Monday, May 26, 2014
Quiltmaking 101 -- straight line quilting
Although I use the words "straight line" to describe this method, the lines don't have to be exactly straight. They can be gently curved, turn corners or make zigzags, but all the while, the feed dogs are pulling the fabric under the needle, so the seams will have uniform stitch length.
But sewing a straight line through a quilt sandwich is a lot trickier than sewing through two pieces of relatively thin material. The quilt is much thicker, especially if you're using a hefty batt and perhaps a drapery-weight backing or one that has some seams in it. And because the quilt contains three layers of different materials and characteristics, it's particularly susceptible to creep, where the layers shift under your presser foot.
While the feed dogs are diligently pulling the backing fabric under the needle at their appointed rate, the other two layers may be hanging back. The presser foot on top of the sandwich is pushing down and making it harder for the quilt top to move smoothly and evenly under the needle, especially at a fat seam. You can easily find yourself at the end of the quilt with the top hanging a quarter inch or even a half inch behind the backing and batting.
The cure for creep is to pull the sandwich under the needle from the top and bottom at the same time, not just from the bottom. You accomplish this by taking off the regular presser foot and using a walking foot. A walking foot doesn't just sit there like a weight on top of the sandwich. Instead, it has little rubber feet that "step down" onto the fabric, grab it in a tight grip and pull back, then lift up and move forward to grab another stitch worth.
With the rubber feet pulling the top layer and the feed dogs pulling the bottom layer, the whole sandwich comes through in proper alignment. (If your machine has a built-in "dual feed" or "even feed" feature you may not need a walking foot.)
I love the look of curved machine quilting, but it's only feasible for relatively small quilts. You have to be able to move the quilt smoothly and easily in one swoop to get smooth and beautiful curves, and that's difficult or impossible to do with a huge quilt sandwich. Similarly, it's hard to quilt right-angle turns, zigzags or Vs on large quilts, because you have to turn the entire quilt to head in a new direction.

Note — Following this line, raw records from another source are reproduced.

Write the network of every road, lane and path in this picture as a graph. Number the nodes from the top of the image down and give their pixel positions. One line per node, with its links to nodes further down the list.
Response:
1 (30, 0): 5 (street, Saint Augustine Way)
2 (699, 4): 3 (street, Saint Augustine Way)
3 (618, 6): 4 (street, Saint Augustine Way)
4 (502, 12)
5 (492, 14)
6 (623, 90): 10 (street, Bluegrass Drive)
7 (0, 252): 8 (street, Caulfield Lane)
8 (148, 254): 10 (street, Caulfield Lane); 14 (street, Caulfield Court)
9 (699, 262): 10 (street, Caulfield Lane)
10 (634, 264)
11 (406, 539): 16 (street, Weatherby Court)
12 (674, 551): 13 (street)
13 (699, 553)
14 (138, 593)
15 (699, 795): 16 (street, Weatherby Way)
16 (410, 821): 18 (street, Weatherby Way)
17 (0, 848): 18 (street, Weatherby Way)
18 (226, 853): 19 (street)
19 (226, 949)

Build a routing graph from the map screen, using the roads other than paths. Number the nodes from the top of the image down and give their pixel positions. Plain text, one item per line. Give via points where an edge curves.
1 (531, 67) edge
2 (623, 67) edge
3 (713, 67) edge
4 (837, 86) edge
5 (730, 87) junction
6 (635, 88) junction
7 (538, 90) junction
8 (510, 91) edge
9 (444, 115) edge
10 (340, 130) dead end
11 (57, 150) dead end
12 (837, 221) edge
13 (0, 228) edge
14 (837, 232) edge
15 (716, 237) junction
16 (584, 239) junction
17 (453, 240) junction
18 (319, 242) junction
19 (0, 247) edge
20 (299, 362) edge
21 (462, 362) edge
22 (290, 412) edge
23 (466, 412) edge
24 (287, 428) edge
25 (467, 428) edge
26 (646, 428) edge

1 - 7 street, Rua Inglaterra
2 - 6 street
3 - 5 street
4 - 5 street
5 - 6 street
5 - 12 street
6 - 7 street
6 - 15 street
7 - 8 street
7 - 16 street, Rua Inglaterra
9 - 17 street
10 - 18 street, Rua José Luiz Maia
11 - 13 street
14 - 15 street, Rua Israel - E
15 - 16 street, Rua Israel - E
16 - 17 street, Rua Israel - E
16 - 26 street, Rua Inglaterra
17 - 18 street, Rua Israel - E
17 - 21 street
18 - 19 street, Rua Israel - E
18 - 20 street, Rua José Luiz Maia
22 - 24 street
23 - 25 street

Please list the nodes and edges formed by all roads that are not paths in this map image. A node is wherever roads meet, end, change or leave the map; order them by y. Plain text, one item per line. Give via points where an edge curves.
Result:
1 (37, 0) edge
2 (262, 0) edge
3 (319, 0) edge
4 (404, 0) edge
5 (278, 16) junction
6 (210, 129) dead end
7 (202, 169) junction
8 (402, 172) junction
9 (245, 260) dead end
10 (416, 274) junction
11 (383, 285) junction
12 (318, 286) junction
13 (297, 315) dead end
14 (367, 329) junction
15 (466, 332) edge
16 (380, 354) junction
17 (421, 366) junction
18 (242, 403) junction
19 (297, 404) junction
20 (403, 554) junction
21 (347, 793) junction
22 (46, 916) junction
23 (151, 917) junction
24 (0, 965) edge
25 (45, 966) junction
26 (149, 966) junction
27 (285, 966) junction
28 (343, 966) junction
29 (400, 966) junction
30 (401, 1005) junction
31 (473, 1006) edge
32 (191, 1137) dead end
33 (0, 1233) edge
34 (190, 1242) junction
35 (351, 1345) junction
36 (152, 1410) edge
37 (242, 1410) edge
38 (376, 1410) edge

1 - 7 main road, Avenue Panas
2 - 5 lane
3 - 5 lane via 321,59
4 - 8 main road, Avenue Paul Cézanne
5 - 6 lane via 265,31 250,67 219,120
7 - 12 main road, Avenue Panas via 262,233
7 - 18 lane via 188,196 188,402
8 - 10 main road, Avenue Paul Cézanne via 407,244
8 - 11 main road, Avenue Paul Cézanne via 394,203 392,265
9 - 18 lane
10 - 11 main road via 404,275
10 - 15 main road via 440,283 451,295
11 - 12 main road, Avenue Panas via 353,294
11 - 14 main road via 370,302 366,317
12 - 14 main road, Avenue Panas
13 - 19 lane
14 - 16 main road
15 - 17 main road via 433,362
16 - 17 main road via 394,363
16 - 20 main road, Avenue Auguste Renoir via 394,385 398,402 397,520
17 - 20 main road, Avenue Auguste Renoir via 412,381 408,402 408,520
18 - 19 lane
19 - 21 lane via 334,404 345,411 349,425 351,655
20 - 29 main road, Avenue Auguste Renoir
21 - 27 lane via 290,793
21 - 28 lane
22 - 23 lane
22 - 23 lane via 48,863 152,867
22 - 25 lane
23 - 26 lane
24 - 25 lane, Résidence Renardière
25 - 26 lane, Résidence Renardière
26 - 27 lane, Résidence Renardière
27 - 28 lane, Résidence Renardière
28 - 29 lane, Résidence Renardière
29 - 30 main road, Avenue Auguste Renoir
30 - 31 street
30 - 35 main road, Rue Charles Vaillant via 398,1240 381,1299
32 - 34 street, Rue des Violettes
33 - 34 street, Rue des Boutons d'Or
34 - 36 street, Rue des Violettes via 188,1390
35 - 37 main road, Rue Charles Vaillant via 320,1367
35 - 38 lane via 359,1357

For big quilts, I prefer the simplest possible approach: straight lines that go across the whole width of the quilt. Sometimes I keep the lines relatively straight, other times I allow them to meander a bit from side to side or even cross one another. Sometimes I do a second set of lines crossing the first to make a grid.
To quilt straight lines or a grid, first find the approximate center of the quilt, going the shortest way across. Roll or fold the edges of the quilt into a package like a scroll, exposing only a narrow area at the center, maybe six inches wide. This way you can maneuver the package through the relatively narrow harp of your sewing machine. For a very large quilt, I secure the roll with pins, clamps or thread so it doesn't come open as I quilt.
Depending on how densely you want to quilt the piece, the second line of stitching can be as close as an eighth-inch or as far as an inch away from the first line. Add more lines of stitching to the right until you approach the edge of your unrolled area. Check the back of the work again to make sure there are no pleats or wrinkles, then lay the quilt package flat on a work surface. Open the right-hand fold or roll to expose a new area, just like unrolling a scroll to read further. You probably will want to roll up an equal area on the left, to keep the package at about the same size it was to begin with.
Eventually you will have quilted all the way from the center line out to the edge of the quilt. Now turn the quilt 180 degrees so the unquilted area again extends from the center line out toward the right. Just as you did with the first half of the quilt, press the quilt, roll or fold to expose a new corridor about six inches wide, stitch to the right of the center line, then again and again until you reach the edge.
If you decide to quilt a second set of lines to make a grid, it will be much easier than the first set. Since the entire quilt has been secured with stitching, you won't have to press, pin or check the back of your work for pleats and wrinkles. Just roll or fold the quilt into a scroll and stitch, stitch, stitch.